(Stored data entries)

····················

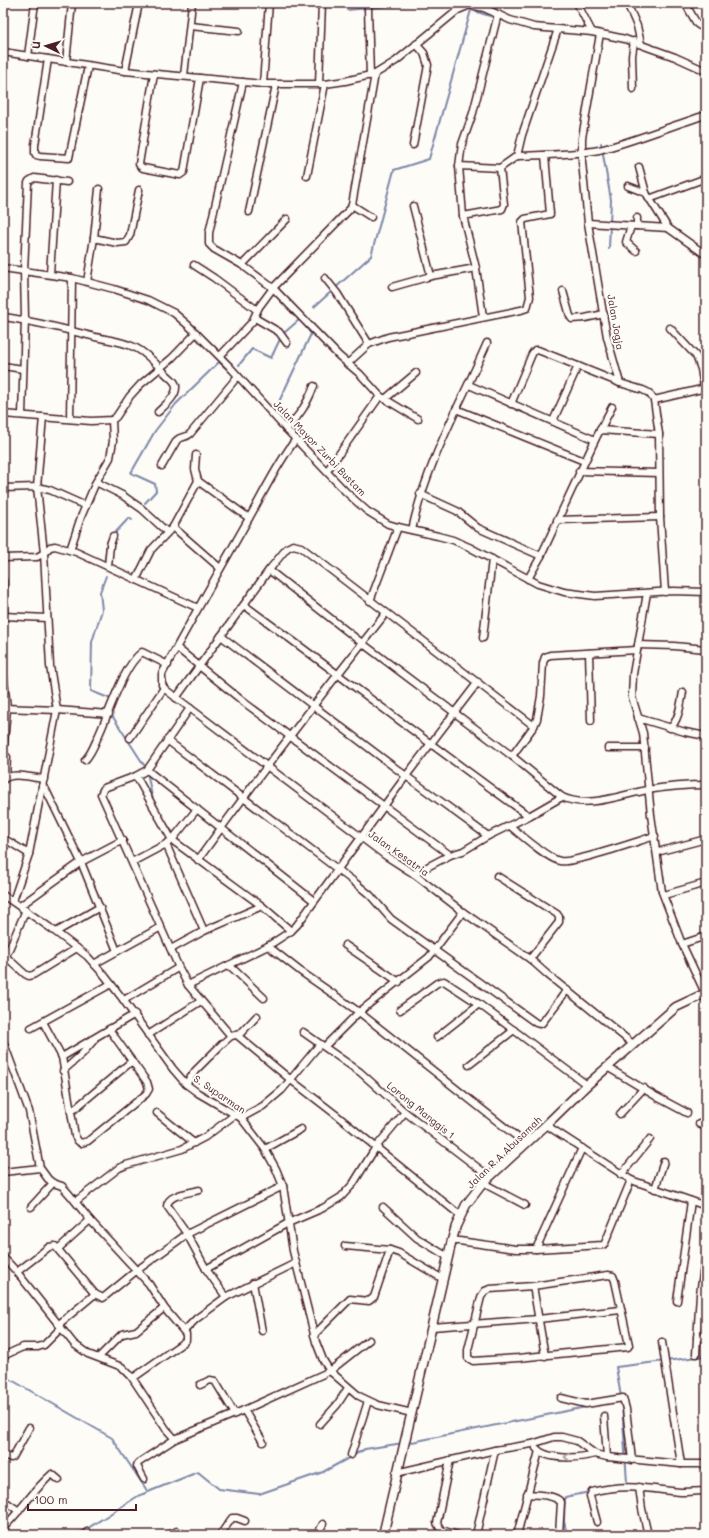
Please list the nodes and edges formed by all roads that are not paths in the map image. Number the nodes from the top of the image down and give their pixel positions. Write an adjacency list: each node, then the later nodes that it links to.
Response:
1 (34, 3): 23 (street)
2 (72, 3): 25 (street)
3 (139, 3): 28 (street)
4 (192, 3): 14 (street)
5 (269, 3): 34 (street)
6 (322, 3): 35 (street)
7 (577, 3): 17 (street)
8 (629, 3): 21 (street)
9 (685, 3): 13 (street)
10 (470, 4): 12 (street); 20 (street)
11 (368, 8): 30 (street)
12 (497, 14): 15 (street); 43 (street)
13 (706, 25)
14 (190, 26): 16 (street); 31 (street)
15 (558, 29): 17 (street); 42 (street)
16 (239, 31)
17 (592, 32): 18 (street)
18 (600, 34): 19 (street); 40 (street, Jalan Jogja)
19 (634, 41): 21 (street); 37 (street)
20 (416, 44): 30 (street); 39 (street)
21 (641, 44): 27 (street)
22 (3, 52): 23 (street)
23 (28, 56): 24 (street)
24 (48, 59): 25 (street); 26 (street)
25 (66, 62): 26 (street)
26 (88, 66): 28 (street)
27 (706, 71)
28 (125, 72): 29 (street)
29 (154, 74): 31 (street); 32 (street)
30 (372, 75): 35 (street); 55 (street)
31 (184, 76): 32 (street)
32 (200, 78): 33 (street)
33 (243, 82): 34 (street); 68 (street)
34 (263, 84): 36 (street)
35 (322, 84): 36 (street); 46 (street)
36 (276, 85): 57 (street)
37 (633, 89)
38 (706, 115): 40 (street)
39 (413, 145)
40 (581, 152): 41 (street); 62 (street, Jalan Jogja)
41 (545, 155): 42 (street); 84 (street)
42 (517, 156): 45 (street)
43 (459, 166): 45 (street); 58 (street)
44 (640, 167): 53 (street)
45 (500, 168): 58 (street)
46 (307, 176)
47 (706, 178): 54 (street)
48 (56, 180): 49 (street); 72 (street); 73 (street)
49 (68, 182)
50 (628, 186): 53 (street)
51 (99, 189): 65 (street)
52 (139, 190): 65 (street)
53 (646, 193): 54 (street)
54 (649, 199): 64 (street)
55 (352, 205): 59 (street); 79 (street)
56 (413, 206): 74 (street)
57 (249, 212)
58 (463, 216): 71 (street)
59 (371, 217)
60 (637, 218): 63 (street)
61 (287, 219): 68 (street)
62 (588, 223): 63 (street); 82 (street, Jalan Jogja)
63 (634, 226): 64 (street); 66 (street)
64 (668, 228): 67 (street)
65 (94, 238): 77 (street)
66 (636, 250)
67 (706, 255)
68 (242, 264): 79 (street)
69 (194, 265): 81 (street)
70 (3, 268): 72 (street, Jalan Mayor Zurbi Bustam)
71 (476, 268): 74 (street); 84 (street)
72 (24, 271): 73 (street, Jalan Mayor Zurbi Bustam); 86 (street)
73 (50, 274): 75 (street, Jalan Mayor Zurbi Bustam)
74 (431, 276): 78 (street)
75 (72, 278): 77 (street, Jalan Mayor Zurbi Bustam); 88 (street)
76 (325, 278): 92 (street)
77 (87, 282): 89 (street, Jalan Mayor Zurbi Bustam)
78 (392, 287)
79 (272, 288): 81 (street); 94 (street)
80 (563, 291): 82 (street)
81 (257, 310): 85 (street)
82 (604, 314): 101 (street, Jalan Jogja)
83 (3, 316): 86 (street)
84 (483, 317): 92 (street)
85 (255, 318): 90 (street); 93 (street)
86 (24, 319): 88 (street); 98 (street)
87 (670, 328): 104 (street)
88 (72, 330): 97 (street); 114 (street)
89 (196, 333): 93 (street, Jalan Mayor Zurbi Bustam); 97 (street)
90 (287, 342)
91 (487, 343): 102 (street)
92 (369, 344): 94 (street)
93 (220, 356): 100 (street, Jalan Mayor Zurbi Bustam)
94 (347, 364): 105 (street)
95 (3, 366): 98 (street)
96 (578, 366): 101 (street); 107 (street); 117 (street)
97 (160, 368): 110 (street); 116 (street)
98 (23, 369): 112 (street)
99 (416, 373): 105 (street)
100 (238, 376): 118 (street, Jalan Mayor Zurbi Bustam); 125 (street)
101 (620, 383): 106 (street)
102 (469, 385): 107 (street); 109 (street)
103 (314, 386): 118 (street)
104 (705, 388): 106 (street)
105 (382, 397): 115 (street); 126 (street)
106 (654, 400): 120 (street)
107 (511, 404): 117 (street)
108 (612, 407): 119 (street)
109 (456, 409): 124 (street); 133 (street)
110 (158, 412)
111 (3, 414): 112 (street)
112 (22, 415): 113 (street)
113 (43, 417): 114 (street); 131 (street)
114 (70, 419): 116 (street)
115 (418, 419)
116 (112, 420): 130 (street)
117 (553, 421): 122 (street)
118 (286, 429): 121 (street, Jalan Mayor Zurbi Bustam)
119 (600, 430): 120 (street); 122 (street)
120 (659, 434): 128 (street)
121 (296, 439): 126 (street, Jalan Mayor Zurbi Bustam); 136 (street)
122 (595, 440): 124 (street)
123 (196, 455): 129 (street)
124 (584, 461): 127 (street)
125 (162, 466)
126 (327, 471): 139 (street, Jalan Mayor Zurbi Bustam)
127 (580, 471): 128 (street); 137 (street)
128 (659, 473): 135 (street)
129 (198, 481): 136 (street); 138 (street)
130 (96, 482): 134 (street); 141 (street)
131 (37, 487): 132 (street); 134 (street); 144 (street)
132 (3, 488)
133 (420, 494): 140 (street); 145 (street)
134 (86, 506): 143 (street)
135 (660, 517): 137 (street); 154 (street)
136 (249, 518): 149 (street)
137 (557, 520): 145 (street)
138 (173, 527): 141 (street); 149 (street)
139 (398, 527): 140 (street, Jalan Mayor Zurbi Bustam); 157 (street)
140 (412, 530): 147 (street, Jalan Mayor Zurbi Bustam)
141 (167, 532): 153 (street)
142 (113, 536): 148 (street)
143 (70, 550): 144 (street); 148 (street)
144 (44, 553): 146 (street); 162 (street)
145 (541, 556): 151 (street)
146 (3, 558)
147 (492, 559): 151 (street, Jalan Mayor Zurbi Bustam); 164 (street)
148 (108, 566): 153 (street)
149 (220, 568): 159 (street)
150 (269, 570): 157 (street); 158 (street); 165 (street)
151 (528, 579): 156 (street, Jalan Mayor Zurbi Bustam)
152 (3, 580): 161 (street)
153 (136, 580): 159 (street)
154 (665, 592): 155 (street, Jalan Mayor Zurbi Bustam); 156 (street, Jalan Mayor Zurbi Bustam)
155 (706, 592)
156 (647, 593): 167 (street)
157 (370, 601): 160 (street)
158 (244, 605): 163 (street); 173 (street)
159 (198, 608): 166 (street)
160 (386, 613): 165 (street); 174 (street)
161 (4, 616): 162 (street)
162 (47, 618): 181 (street)
163 (221, 636): 171 (street); 178 (street)
164 (484, 638)
165 (362, 643): 173 (street); 182 (street)
166 (177, 648): 170 (street); 171 (street)
167 (638, 648): 168 (street); 169 (street); 184 (street)
168 (706, 650)
169 (589, 653): 185 (street); 186 (street)
170 (168, 665): 175 (street); 183 (street)
171 (199, 666): 177 (street); 188 (street)
172 (3, 670): 179 (street)
173 (339, 674): 178 (street); 193 (street)
174 (478, 682): 182 (street); 186 (street)
175 (164, 688): 177 (street, Jalan Kesatria); 190 (street)
176 (684, 692): 187 (street)
177 (176, 698): 180 (street, Jalan Kesatria)
178 (313, 706): 188 (street); 202 (street)
179 (5, 708): 181 (street); 192 (street)
180 (190, 708): 191 (street); 199 (street, Jalan Kesatria)
181 (57, 710): 183 (street); 204 (street)
182 (454, 712): 193 (street); 196 (street)
183 (109, 714): 198 (street)
184 (638, 718): 187 (street); 195 (street)
185 (591, 721)
186 (534, 726): 196 (street)
187 (670, 728): 189 (street)
188 (290, 736): 199 (street); 209 (street)
189 (706, 736)
190 (130, 738)
191 (167, 740): 200 (street); 208 (street)
192 (4, 744)
193 (431, 745): 202 (street); 211 (street)
194 (608, 748): 195 (street)
195 (645, 748): 206 (street)
196 (512, 756): 207 (street)
197 (8, 757): 203 (street)
198 (85, 760)
199 (267, 767): 208 (street); 217 (street, Jalan Kesatria)
200 (147, 770): 201 (street); 210 (street)
201 (136, 776): 219 (street); 220 (street)
202 (406, 776): 209 (street); 214 (street)
203 (4, 778): 204 (street)
204 (43, 782): 223 (street); 226 (street)
205 (706, 785): 206 (street)
206 (649, 790): 207 (street); 215 (street)
207 (562, 797): 211 (street)
208 (243, 798): 213 (street); 228 (street)
209 (384, 806): 217 (street); 224 (street)
210 (197, 809): 213 (street); 220 (street)
211 (529, 816): 212 (street)
212 (510, 826): 214 (street); 215 (street)
213 (220, 828): 225 (street); 235 (street)
214 (488, 836): 224 (street)
215 (655, 836): 222 (street)
216 (3, 838): 223 (street)
217 (360, 838): 228 (street); 229 (street, Jalan Kesatria)
218 (706, 839): 222 (street)
219 (123, 840): 226 (street); 227 (street)
220 (172, 840): 221 (street); 225 (street)
221 (166, 844): 227 (street); 244 (street)
222 (657, 852): 233 (street)
223 (29, 854): 234 (street)
224 (450, 855): 229 (street)
225 (198, 860): 237 (street)
226 (81, 862): 236 (street); 238 (street)
227 (132, 862): 241 (street)
228 (337, 870): 235 (street); 251 (street)
229 (414, 874): 240 (street, Jalan Kesatria)
230 (497, 876): 254 (street)
231 (706, 883): 233 (street)
232 (3, 895): 234 (street, S. Suparman)
233 (664, 895): 246 (street)
234 (13, 901): 236 (street, S. Suparman)
235 (314, 901): 242 (street)
236 (20, 906): 239 (street, S. Suparman)
237 (262, 906): 242 (street); 244 (street)
238 (100, 907): 243 (street); 252 (street)
239 (26, 910): 243 (street, S. Suparman); 253 (street)
240 (463, 912): 251 (street); 254 (street, Jalan Kesatria)
241 (161, 927): 250 (street); 252 (street)
242 (291, 931): 248 (street)
243 (56, 932): 249 (street, S. Suparman)
244 (204, 932): 250 (street)
245 (706, 936): 246 (street)
246 (682, 944): 263 (street)
247 (345, 945): 259 (street)
248 (268, 946): 257 (street); 269 (street)
249 (77, 948): 253 (street); 256 (street, S. Suparman)
250 (171, 950): 261 (street)
251 (435, 950): 259 (street); 262 (street)
252 (117, 951): 256 (street)
253 (5, 955): 255 (street)
254 (530, 959): 262 (street, Jalan Kesatria)
255 (3, 963)
256 (94, 964): 260 (street, S. Suparman)
257 (229, 964): 261 (street); 264 (street)
258 (176, 969): 265 (street)
259 (399, 982): 269 (street)
260 (111, 984): 265 (street, S. Suparman); 272 (street)
261 (188, 984): 266 (street)
262 (567, 990): 283 (street, Jalan Kesatria)
263 (705, 993): 283 (street, Jalan R A Abusamah)
264 (264, 998)
265 (124, 1000): 270 (street, S. Suparman)
266 (201, 1001): 278 (street); 279 (street)
267 (478, 1004): 268 (street); 275 (street); 281 (street)
268 (400, 1010)
269 (359, 1012): 284 (street); 306 (street)
270 (135, 1014): 274 (street); 278 (street, S. Suparman)
271 (257, 1016): 280 (street)
272 (42, 1022): 273 (street); 285 (street)
273 (31, 1028)
274 (109, 1029): 277 (street); 286 (street)
275 (514, 1030): 287 (street); 292 (street)
276 (303, 1032): 284 (street, Lorong Manggis 1)
277 (98, 1035): 285 (street); 289 (street)
278 (148, 1035): 291 (street, S. Suparman)
279 (231, 1036): 280 (street); 291 (street)
280 (238, 1036): 290 (street)
281 (437, 1037)
282 (3, 1041): 311 (street)
283 (633, 1044): 288 (street, Jalan R A Abusamah)
284 (322, 1045): 290 (street); 295 (street, Lorong Manggis 1)
285 (62, 1057): 289 (street)
286 (132, 1061): 294 (street); 294 (street)
287 (469, 1065)
288 (607, 1067): 292 (street, Jalan R A Abusamah); 293 (street)
289 (63, 1071): 294 (street)
290 (290, 1080): 299 (street); 307 (street)
291 (186, 1084): 299 (street, S. Suparman)
292 (587, 1085): 301 (street, Jalan R A Abusamah)
293 (644, 1088): 297 (street); 298 (street)
294 (71, 1112)
295 (405, 1112): 307 (street); 314 (street, Lorong Manggis 1)
296 (157, 1113): 305 (street)
297 (687, 1113)
298 (620, 1114)
299 (238, 1116): 305 (street); 309 (street, S. Suparman)
300 (700, 1124): 302 (street)
301 (546, 1126): 306 (street, Jalan R A Abusamah); 308 (street)
302 (706, 1127)
303 (300, 1129): 309 (street)
304 (650, 1139): 313 (street)
305 (194, 1143): 321 (street)
306 (526, 1144): 314 (street, Jalan R A Abusamah)
307 (376, 1147): 327 (street); 329 (street)
308 (582, 1148): 313 (street); 334 (street)
309 (265, 1150): 318 (street, S. Suparman)
310 (664, 1161): 319 (street)
311 (40, 1168): 312 (street); 316 (street)
312 (3, 1172)
313 (621, 1174): 315 (street)
314 (490, 1177): 317 (street, Jalan R A Abusamah)
315 (631, 1180): 319 (street); 334 (street)
316 (53, 1183): 321 (street); 325 (street)
317 (483, 1183): 323 (street); 327 (street, Jalan R A Abusamah)
318 (283, 1186): 329 (street, S. Suparman); 330 (street)
319 (656, 1189): 322 (street)
320 (199, 1190): 330 (street)
321 (76, 1201): 328 (street)
322 (691, 1201): 324 (street); 348 (street)
323 (525, 1205)
324 (706, 1206)
325 (31, 1207)
326 (383, 1207): 338 (street)
327 (461, 1216): 331 (street, Jalan R A Abusamah)
328 (90, 1220): 333 (street); 341 (street)
329 (288, 1223): 339 (street, S. Suparman); 340 (street)
330 (187, 1234): 340 (street); 341 (street)
331 (452, 1240): 334 (street); 338 (street, Jalan R A Abusamah)
332 (345, 1246): 335 (street)
333 (58, 1248): 342 (street); 346 (street)
334 (536, 1249)
335 (390, 1250): 343 (street); 357 (street)
336 (706, 1253): 358 (street)
337 (3, 1257): 342 (street)
338 (448, 1257): 343 (street, Jalan R A Abusamah)
339 (296, 1263): 344 (street); 357 (street, S. Suparman)
340 (206, 1269): 347 (street)
341 (136, 1271): 346 (street); 349 (street)
342 (17, 1272): 353 (street)
343 (443, 1279): 354 (street, Jalan R A Abusamah)
344 (253, 1283): 347 (street); 356 (street)
345 (533, 1286): 350 (street); 351 (street); 352 (street)
346 (94, 1294): 353 (street)
347 (226, 1296): 355 (street)
348 (678, 1301)
349 (164, 1308): 355 (street); 365 (street)
350 (622, 1310): 351 (street); 364 (street)
351 (538, 1320): 352 (street); 364 (street)
352 (474, 1325): 354 (street); 364 (street)
353 (60, 1326): 363 (street); 365 (street)
354 (432, 1328): 373 (street, Jalan R A Abusamah)
355 (184, 1331): 367 (street)
356 (262, 1331)
357 (314, 1335): 366 (street, S. Suparman)
358 (697, 1337): 359 (street); 362 (street)
359 (706, 1338)
360 (369, 1340): 366 (street)
361 (662, 1342): 389 (street)
362 (696, 1354)
363 (3, 1356)
364 (544, 1356)
365 (99, 1357): 367 (street)
366 (330, 1371): 369 (street, S. Suparman); 372 (street)
367 (133, 1378): 378 (street)
368 (200, 1385): 374 (street)
369 (348, 1388): 371 (street, S. Suparman); 376 (street)
370 (561, 1398): 387 (street)
371 (368, 1401): 373 (street, S. Suparman); 385 (street)
372 (244, 1410): 374 (street); 379 (street)
373 (412, 1413): 391 (street, Jalan R A Abusamah)
374 (235, 1414): 378 (street)
375 (604, 1416): 386 (street)
376 (320, 1424)
377 (30, 1428): 384 (street)
378 (175, 1439): 392 (street)
379 (263, 1442)
380 (532, 1444): 381 (street); 382 (street); 383 (street)
381 (495, 1450): 388 (street); 409 (street)
382 (539, 1451): 383 (street, one-way to 382); 396 (street)
383 (595, 1454): 386 (street)
384 (3, 1455)
385 (351, 1456)
386 (607, 1457): 387 (street)
387 (627, 1459): 389 (street)
388 (450, 1460): 391 (street); 408 (street)
389 (681, 1464): 390 (street)
390 (706, 1464)
391 (396, 1473): 407 (street, Jalan R A Abusamah)
392 (144, 1478)
393 (59, 1480): 398 (street)
394 (639, 1487): 395 (street); 400 (street); 412 (street)
395 (706, 1491)
396 (527, 1494): 410 (street); 411 (street)
397 (3, 1500): 398 (street)
398 (19, 1511): 402 (street)
399 (245, 1521): 405 (street)
400 (597, 1522)
401 (323, 1524): 406 (street)
402 (3, 1528)
403 (169, 1535): 404 (street)
404 (185, 1535)
405 (220, 1535)
406 (317, 1535)
407 (382, 1535)
408 (458, 1535)
409 (476, 1535)
410 (517, 1535)
411 (559, 1535)
412 (648, 1535)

····················

### TASK DESCRIPTION
Retrieve each line from the records above where the word "Manggis" occurs.

### RESPONSE FOR THIS EXERCISE
276 (303, 1032): 284 (street, Lorong Manggis 1)
284 (322, 1045): 290 (street); 295 (street, Lorong Manggis 1)
295 (405, 1112): 307 (street); 314 (street, Lorong Manggis 1)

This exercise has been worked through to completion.